Il costo che le democrazie stanno pagando a questa lunga stagione è molto alto, ognuno sta vivendo i propri di populismi istituzionalizzati o meno che siano.

I gilets gialli che hanno messo a ferro e fuoco la Francia, i separatisti catalani che hanno indebolito la Spagna, le destre dell’Est europeo ed anche l’insorgente destra nazistoide tedesca.

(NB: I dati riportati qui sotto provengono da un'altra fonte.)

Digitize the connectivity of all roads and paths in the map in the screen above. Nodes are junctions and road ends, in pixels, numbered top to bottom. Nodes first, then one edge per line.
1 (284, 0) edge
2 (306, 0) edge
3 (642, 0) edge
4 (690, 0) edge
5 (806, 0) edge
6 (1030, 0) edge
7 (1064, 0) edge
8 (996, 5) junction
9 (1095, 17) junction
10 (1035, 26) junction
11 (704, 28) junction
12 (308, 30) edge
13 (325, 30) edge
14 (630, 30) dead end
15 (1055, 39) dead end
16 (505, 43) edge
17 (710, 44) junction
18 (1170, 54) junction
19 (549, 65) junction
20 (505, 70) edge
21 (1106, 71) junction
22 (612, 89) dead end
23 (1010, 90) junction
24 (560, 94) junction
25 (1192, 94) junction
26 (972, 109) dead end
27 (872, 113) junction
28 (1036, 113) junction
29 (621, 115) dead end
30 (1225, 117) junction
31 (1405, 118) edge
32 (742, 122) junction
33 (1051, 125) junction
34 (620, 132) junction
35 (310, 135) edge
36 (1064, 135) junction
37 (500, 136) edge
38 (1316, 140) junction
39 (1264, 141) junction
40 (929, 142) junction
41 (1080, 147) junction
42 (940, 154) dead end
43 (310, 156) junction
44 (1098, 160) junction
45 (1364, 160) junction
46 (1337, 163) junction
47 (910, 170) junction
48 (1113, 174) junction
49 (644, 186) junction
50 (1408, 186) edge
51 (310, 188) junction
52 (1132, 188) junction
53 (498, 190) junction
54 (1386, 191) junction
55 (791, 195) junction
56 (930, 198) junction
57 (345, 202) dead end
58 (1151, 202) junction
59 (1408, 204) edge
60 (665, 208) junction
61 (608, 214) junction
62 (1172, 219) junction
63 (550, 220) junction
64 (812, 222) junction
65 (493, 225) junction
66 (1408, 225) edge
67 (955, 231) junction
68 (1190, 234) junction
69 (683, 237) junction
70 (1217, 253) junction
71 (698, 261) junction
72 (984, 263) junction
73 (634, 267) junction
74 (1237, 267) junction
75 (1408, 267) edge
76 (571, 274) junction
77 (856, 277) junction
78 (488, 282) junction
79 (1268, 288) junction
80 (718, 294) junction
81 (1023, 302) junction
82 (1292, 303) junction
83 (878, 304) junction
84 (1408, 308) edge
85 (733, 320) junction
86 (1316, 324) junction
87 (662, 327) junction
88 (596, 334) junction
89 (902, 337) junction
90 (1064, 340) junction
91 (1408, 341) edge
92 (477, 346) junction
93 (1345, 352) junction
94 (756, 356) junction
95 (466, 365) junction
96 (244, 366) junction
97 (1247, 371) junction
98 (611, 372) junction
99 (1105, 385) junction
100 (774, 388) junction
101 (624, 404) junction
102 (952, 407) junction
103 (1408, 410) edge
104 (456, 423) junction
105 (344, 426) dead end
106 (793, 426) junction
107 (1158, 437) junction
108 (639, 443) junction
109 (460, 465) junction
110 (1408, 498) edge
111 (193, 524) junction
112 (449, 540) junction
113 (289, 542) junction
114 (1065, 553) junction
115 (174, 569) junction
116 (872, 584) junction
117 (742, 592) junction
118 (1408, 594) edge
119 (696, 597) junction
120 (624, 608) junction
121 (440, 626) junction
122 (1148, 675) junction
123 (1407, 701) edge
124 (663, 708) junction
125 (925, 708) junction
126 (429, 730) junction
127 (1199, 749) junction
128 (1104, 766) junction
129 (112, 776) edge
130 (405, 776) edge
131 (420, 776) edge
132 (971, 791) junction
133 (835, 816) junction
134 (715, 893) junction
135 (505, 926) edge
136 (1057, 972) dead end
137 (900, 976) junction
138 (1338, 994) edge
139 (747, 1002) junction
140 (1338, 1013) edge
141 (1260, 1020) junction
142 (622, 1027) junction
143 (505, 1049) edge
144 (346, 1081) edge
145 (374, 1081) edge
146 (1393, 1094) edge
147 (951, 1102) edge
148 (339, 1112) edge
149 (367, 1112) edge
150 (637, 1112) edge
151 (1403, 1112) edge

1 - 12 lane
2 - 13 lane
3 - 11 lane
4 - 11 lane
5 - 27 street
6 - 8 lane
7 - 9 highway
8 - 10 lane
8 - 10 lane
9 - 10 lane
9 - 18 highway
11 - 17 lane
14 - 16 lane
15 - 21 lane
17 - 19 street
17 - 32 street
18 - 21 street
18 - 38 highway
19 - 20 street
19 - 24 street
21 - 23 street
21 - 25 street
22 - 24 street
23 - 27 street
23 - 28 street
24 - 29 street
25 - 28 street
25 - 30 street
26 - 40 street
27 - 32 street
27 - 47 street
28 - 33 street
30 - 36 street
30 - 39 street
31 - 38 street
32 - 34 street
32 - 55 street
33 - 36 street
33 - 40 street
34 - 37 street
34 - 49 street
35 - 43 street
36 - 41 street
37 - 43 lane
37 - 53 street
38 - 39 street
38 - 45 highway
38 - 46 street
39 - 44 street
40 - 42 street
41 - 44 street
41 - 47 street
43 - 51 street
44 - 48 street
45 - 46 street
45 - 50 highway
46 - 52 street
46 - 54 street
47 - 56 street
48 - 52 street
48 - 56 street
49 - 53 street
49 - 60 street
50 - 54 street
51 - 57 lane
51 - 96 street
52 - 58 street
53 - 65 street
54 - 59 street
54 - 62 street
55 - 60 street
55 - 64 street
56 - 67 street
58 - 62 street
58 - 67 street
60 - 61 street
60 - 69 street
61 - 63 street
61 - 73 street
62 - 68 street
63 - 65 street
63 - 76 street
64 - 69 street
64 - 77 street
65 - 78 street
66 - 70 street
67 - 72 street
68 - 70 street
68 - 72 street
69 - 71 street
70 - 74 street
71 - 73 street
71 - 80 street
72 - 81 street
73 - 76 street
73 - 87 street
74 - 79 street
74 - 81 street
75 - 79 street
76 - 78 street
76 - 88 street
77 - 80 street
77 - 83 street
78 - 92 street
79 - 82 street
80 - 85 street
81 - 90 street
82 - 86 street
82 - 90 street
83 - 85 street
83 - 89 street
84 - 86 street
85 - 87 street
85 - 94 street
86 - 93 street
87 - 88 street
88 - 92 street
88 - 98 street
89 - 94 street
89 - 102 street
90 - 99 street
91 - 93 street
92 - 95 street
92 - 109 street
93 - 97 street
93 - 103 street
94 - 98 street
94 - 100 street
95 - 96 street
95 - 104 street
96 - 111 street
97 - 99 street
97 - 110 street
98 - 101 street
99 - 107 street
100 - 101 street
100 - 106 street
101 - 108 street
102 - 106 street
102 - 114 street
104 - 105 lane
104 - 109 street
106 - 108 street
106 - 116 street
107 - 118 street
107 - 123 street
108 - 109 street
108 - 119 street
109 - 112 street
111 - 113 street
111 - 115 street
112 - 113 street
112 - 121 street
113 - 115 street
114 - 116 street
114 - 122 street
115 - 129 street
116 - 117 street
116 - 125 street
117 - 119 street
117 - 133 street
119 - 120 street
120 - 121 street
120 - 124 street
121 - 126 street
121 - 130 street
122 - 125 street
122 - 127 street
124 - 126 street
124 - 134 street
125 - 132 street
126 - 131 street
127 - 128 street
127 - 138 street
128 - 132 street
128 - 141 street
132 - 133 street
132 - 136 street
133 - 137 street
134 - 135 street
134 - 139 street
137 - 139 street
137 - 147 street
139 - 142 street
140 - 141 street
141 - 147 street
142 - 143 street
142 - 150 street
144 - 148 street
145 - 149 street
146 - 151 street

La versione italiana sta al Governo coperta da una coltre di “neo-doroteismo”, per dirla con Rino Formica, e non sarà certo essa a fare uscire il nostro sistema democratico dalle contraddizioni e dalle crisi da cui è circondato e prigioniero ormai da oltre un ventennio.

La Crisi Americana accelera le capacità di fuoriuscita dalla stagione del populismo se sapranno essere contenute e comprese le ragioni di coloro che ad essi hanno fatto riferimento dirigendo il consenso verso l’opzione anti-sistema che Trump proponeva, con i rischi e le conseguenze che abbiamo visto.

Parimenti nel nostro paese l’onda lunga della crisi del trumpismo passa attraverso il ridimensionamento politico del nostro populismo, posto che quello elettorale è parzialmente già avvenuto, e che una loro permanenza al potere prolungata e ingiustificata potrebbe attardare con le conseguenze che sono imprevedibili sul piano istituzionale interno e nelle nostre relazioni internazionali che devono essere esercitate con profilo coerente e chiaro a differenza di quello che è avvenuto in questi due anni e mezzo, di ambiguità ed infine di totale irrilevanza politica.